Click the link, and enjoy.

Keith Adams
Latest posts by Keith Adams (see all)

45 Comments

  1. off-roaders ARE about the school run and choking up city streets – oh, and clogging up narrow lanes and holding up traffic while turning right and damaging kerbs and verges and generally saying to the world ‘i have more money than sense, stuff you’

  2. Range Rovers are successful and supposedly wonderful vehicles particularly suited to Footballers. Unfortunately, where I live, one parks right on the street corner and because of its size and high roof, it blocks my visibility when pulling out from the side road.

    Of course I appreciate other SUV’s have this effect too…

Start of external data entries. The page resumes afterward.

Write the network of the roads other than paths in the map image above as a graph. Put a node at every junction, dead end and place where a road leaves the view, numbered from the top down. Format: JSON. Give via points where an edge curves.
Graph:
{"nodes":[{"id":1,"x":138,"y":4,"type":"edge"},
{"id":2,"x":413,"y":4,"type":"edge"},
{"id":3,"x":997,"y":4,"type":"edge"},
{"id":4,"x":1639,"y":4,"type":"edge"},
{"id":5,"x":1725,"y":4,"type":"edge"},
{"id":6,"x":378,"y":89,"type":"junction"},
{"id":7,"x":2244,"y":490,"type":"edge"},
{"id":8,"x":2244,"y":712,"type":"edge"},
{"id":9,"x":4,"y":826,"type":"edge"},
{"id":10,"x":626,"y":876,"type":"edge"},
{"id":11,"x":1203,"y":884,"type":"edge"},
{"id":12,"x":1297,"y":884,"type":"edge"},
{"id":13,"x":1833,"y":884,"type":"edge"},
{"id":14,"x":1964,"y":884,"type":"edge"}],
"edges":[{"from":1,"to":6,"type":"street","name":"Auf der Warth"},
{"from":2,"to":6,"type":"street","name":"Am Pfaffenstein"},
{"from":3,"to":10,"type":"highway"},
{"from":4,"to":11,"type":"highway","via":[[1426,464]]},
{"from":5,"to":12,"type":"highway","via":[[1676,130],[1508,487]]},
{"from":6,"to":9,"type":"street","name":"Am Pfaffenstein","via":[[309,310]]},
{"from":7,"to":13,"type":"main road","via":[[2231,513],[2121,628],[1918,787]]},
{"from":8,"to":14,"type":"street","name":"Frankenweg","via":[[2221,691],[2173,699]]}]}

  3. I spent the entire ad waiting to see the bulldozer appear, possibly the wrong sound track to use in that setting?

  4. Think the advert is rather good.

    Somehow, though, I always think later generation Range Rovers don’t capture enough ‘feel’ of the original. I always think they shoulkd be a tad more retro in a Beetle, Fiat 500 fashion.

  5. Nice, but there’s a whiff of a squashed P38 about it. I prefer the last generation one, and the first!

  6. Sounds like a Honda advert but it’s great that they acknowledge the heritage.

    I’m currently working through the entire BBC Lovejoy DVD set – inevitably it includes a feast of 80’s/90’s cars including Lady Jane’s ever changing Range Rover – now quite hankering after having a Classic LSE.

  7. The original 1970 Rangie was actually a pretty compact animal. I had one of the last ‘Classic’ badged 1995 models, a colleague pulled up in the car park near me when I got it it and asked how I could park such an oversized monstrosity. We then got a tape measure out and found his MK1 Mondeo was actually 4 inches longer, although the Rangie was about an inch wider. He shut up after that…

  8. the Land Rover factory sure must go through a lot of Zambezi silver metalic paint ….it seems to be their favourite.

  9. I was also wondering about the digger!

    Not to mention the men in dark glasses who appear on the hillsides.

    CP

  10. Give me a series 1 with hose down interior, and manual gearbox, with no fancy electronics to go wrong any day.

  11. I will know that area, and the cause they did not showed the off road piece is, because that new Range Rover model had as the other Range Rover models too, no wings!
    The valley beside the street is about 150 meters deep. I think the best way to do that is with a helicopter or with a long piece of rope. Sorry!

  12. @15 – good luck in finding a nice soft dash LSE, they are a lovely car, the one I had was a standard SE rather than the long wheelbase. Sadly most have succumbed to terminal rust, the 1992 onwards models were made from much poorer quality steel compared to the earlier models and they literally rot from the inside out.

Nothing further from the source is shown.